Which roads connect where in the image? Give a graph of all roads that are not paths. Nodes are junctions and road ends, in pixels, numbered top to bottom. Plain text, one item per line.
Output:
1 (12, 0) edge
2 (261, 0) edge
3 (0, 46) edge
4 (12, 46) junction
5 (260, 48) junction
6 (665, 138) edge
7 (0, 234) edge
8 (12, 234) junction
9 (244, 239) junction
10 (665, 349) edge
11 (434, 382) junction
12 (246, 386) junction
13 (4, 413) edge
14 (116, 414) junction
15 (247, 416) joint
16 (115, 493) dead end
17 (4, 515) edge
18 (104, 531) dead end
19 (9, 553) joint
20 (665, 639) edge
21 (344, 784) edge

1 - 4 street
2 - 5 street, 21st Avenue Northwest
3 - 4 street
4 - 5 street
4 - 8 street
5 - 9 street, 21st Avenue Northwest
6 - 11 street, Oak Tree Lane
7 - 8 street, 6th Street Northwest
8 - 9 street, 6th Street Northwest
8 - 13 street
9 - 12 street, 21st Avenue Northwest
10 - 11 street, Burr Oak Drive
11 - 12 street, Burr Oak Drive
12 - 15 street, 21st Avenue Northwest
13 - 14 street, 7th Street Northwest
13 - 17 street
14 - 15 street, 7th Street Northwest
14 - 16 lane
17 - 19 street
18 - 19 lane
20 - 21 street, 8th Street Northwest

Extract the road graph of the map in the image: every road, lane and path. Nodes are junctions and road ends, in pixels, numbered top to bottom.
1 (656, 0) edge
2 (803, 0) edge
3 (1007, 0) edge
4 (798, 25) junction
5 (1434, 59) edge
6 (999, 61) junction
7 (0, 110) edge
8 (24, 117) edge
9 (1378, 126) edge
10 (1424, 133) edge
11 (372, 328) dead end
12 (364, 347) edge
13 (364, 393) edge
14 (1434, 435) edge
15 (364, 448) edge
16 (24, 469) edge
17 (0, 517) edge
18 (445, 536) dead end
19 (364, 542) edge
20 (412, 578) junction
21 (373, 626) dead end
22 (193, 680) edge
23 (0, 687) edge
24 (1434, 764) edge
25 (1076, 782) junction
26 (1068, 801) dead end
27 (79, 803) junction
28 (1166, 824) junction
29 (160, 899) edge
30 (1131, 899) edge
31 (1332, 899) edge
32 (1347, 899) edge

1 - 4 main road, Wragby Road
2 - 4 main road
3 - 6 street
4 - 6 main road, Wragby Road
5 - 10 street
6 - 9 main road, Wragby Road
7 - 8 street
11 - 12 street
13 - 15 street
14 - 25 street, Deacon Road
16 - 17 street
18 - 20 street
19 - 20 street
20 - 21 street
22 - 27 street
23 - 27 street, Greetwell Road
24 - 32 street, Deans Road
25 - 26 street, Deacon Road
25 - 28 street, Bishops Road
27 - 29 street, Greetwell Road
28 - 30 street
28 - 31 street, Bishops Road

:::::

Each line of the data is to be retyped exactly as shown.

- TASK RESPONSE:
Which roads connect where in the image? Give a graph of all roads that are not paths. Nodes are junctions and road ends, in pixels, numbered top to bottom. Plain text, one item per line.
Output:
1 (12, 0) edge
2 (261, 0) edge
3 (0, 46) edge
4 (12, 46) junction
5 (260, 48) junction
6 (665, 138) edge
7 (0, 234) edge
8 (12, 234) junction
9 (244, 239) junction
10 (665, 349) edge
11 (434, 382) junction
12 (246, 386) junction
13 (4, 413) edge
14 (116, 414) junction
15 (247, 416) joint
16 (115, 493) dead end
17 (4, 515) edge
18 (104, 531) dead end
19 (9, 553) joint
20 (665, 639) edge
21 (344, 784) edge

1 - 4 street
2 - 5 street, 21st Avenue Northwest
3 - 4 street
4 - 5 street
4 - 8 street
5 - 9 street, 21st Avenue Northwest
6 - 11 street, Oak Tree Lane
7 - 8 street, 6th Street Northwest
8 - 9 street, 6th Street Northwest
8 - 13 street
9 - 12 street, 21st Avenue Northwest
10 - 11 street, Burr Oak Drive
11 - 12 street, Burr Oak Drive
12 - 15 street, 21st Avenue Northwest
13 - 14 street, 7th Street Northwest
13 - 17 street
14 - 15 street, 7th Street Northwest
14 - 16 lane
17 - 19 street
18 - 19 lane
20 - 21 street, 8th Street Northwest

Extract the road graph of the map in the image: every road, lane and path. Nodes are junctions and road ends, in pixels, numbered top to bottom.
1 (656, 0) edge
2 (803, 0) edge
3 (1007, 0) edge
4 (798, 25) junction
5 (1434, 59) edge
6 (999, 61) junction
7 (0, 110) edge
8 (24, 117) edge
9 (1378, 126) edge
10 (1424, 133) edge
11 (372, 328) dead end
12 (364, 347) edge
13 (364, 393) edge
14 (1434, 435) edge
15 (364, 448) edge
16 (24, 469) edge
17 (0, 517) edge
18 (445, 536) dead end
19 (364, 542) edge
20 (412, 578) junction
21 (373, 626) dead end
22 (193, 680) edge
23 (0, 687) edge
24 (1434, 764) edge
25 (1076, 782) junction
26 (1068, 801) dead end
27 (79, 803) junction
28 (1166, 824) junction
29 (160, 899) edge
30 (1131, 899) edge
31 (1332, 899) edge
32 (1347, 899) edge

1 - 4 main road, Wragby Road
2 - 4 main road
3 - 6 street
4 - 6 main road, Wragby Road
5 - 10 street
6 - 9 main road, Wragby Road
7 - 8 street
11 - 12 street
13 - 15 street
14 - 25 street, Deacon Road
16 - 17 street
18 - 20 street
19 - 20 street
20 - 21 street
22 - 27 street
23 - 27 street, Greetwell Road
24 - 32 street, Deans Road
25 - 26 street, Deacon Road
25 - 28 street, Bishops Road
27 - 29 street, Greetwell Road
28 - 30 street
28 - 31 street, Bishops Road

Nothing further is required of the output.